产品简介 AllStart® Taq DNA Polymerase 是 Taq DNA Polymerase 和适配体抑制剂的混合物，抑制剂可逆地与酶结合，在低于 45℃的温度完全抑制聚合酶活性，但可在正常循环条件下释放，从而允许在室温下建立反应体系。这种基于适配体的热启动不需要单独的高温孵育步骤来激活酶。该适配体修饰 DNA 聚合酶具有 5'→3' 聚合酶活性和 5' 瓣状核酸内切酶活性。
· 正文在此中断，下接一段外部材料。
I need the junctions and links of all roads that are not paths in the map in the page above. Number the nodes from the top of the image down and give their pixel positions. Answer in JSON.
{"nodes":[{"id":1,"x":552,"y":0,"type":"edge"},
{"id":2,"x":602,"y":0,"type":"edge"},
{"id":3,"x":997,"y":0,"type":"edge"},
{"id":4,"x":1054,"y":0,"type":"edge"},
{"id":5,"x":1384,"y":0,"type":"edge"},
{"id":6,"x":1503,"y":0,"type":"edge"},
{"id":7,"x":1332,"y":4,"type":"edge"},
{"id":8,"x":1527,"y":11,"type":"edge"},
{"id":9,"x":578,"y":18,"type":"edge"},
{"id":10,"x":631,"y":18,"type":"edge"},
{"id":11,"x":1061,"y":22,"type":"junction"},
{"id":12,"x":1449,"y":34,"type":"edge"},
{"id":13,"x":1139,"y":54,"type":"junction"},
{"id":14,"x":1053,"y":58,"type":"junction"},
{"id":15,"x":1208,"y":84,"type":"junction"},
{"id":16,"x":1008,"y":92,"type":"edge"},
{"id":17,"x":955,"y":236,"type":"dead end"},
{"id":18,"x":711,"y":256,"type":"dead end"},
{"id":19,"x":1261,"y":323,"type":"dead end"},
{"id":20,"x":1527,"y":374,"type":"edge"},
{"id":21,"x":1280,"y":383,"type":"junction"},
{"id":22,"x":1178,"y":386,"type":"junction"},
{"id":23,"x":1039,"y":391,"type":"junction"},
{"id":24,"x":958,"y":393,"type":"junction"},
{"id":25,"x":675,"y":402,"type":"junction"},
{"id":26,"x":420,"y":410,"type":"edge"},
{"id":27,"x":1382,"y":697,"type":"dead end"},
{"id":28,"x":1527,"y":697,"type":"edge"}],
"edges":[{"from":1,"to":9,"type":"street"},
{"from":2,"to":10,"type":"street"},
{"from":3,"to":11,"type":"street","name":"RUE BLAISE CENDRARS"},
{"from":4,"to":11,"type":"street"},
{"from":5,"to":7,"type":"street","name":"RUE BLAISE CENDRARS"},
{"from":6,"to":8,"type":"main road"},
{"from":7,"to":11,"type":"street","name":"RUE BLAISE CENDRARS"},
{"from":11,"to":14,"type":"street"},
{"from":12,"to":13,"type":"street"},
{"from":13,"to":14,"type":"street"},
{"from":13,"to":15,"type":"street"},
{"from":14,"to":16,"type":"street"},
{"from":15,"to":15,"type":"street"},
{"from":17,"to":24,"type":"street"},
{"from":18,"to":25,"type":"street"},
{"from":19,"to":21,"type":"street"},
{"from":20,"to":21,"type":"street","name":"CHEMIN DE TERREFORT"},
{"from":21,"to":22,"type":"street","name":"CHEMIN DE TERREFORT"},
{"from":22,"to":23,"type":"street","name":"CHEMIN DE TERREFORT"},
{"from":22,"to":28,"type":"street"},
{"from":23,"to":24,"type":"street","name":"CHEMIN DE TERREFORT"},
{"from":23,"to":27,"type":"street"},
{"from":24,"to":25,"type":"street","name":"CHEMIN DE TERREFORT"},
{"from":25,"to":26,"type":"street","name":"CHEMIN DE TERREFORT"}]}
配合优化的缓冲体系，可大程度减少非特异扩增和引物二聚体，带来最高的灵敏度，非常适合于从复杂模板 (基因组，cDNA) 中扩增低拷贝基因。
  产品特点 全程热启动 瞬时热启动 高特异性和灵敏度
  产品组成

组分	P303 ( 250 U )	P303 ( 1,250 U )	P303 ( 3,750 U )
AllStart® Taq DNA Polymerase (2.5 U/μl)	100 μl	500 μl	3 × 1,250 U
10 × AllStart Buffer (Mg2+ Plus)	1 ml	3 × 1 ml
dNTP Mix (10 mM each)	150 μl	600 μl

 

 
 
 
  单位定义 在 75°C 下 30 min 内将 15 nmol 的 dNTP 掺入酸不溶性物质中的酶量定义为一个活性单位 (U)。
  质量控制 核酸外切酶残留检测：
20 U 本品和 0.6 μg λ-Hind III 在 74℃下孵育 1 小时，DNA 的电泳谱带不发生变化。 核酸内切酶残留检测：
20 μl 反应体系，10 U 本品和 1 μg λDNA，37℃温育 4 h，DNA 的电泳谱带无变化。 RNase 残留检测：
20 U 本品和 1 μg Hela 细胞总 RNA 在 37℃下孵育 30min，RNA 的电泳谱带不发生变化。 大肠杆菌 DNA 残留检测：
2 μl 本酶中残留的核酸经 E.coli 16s rDNA 特异性的 qPCR 检测，E.coli 基因组残留低于 10 拷贝。
  储存条件 -20℃保存，于-20 ~ 0℃运输。▲避免反复冻融。

产品应用 荧光定量 PCR 常规 PCR 菌落 PCR 微阵列分析 TA 克隆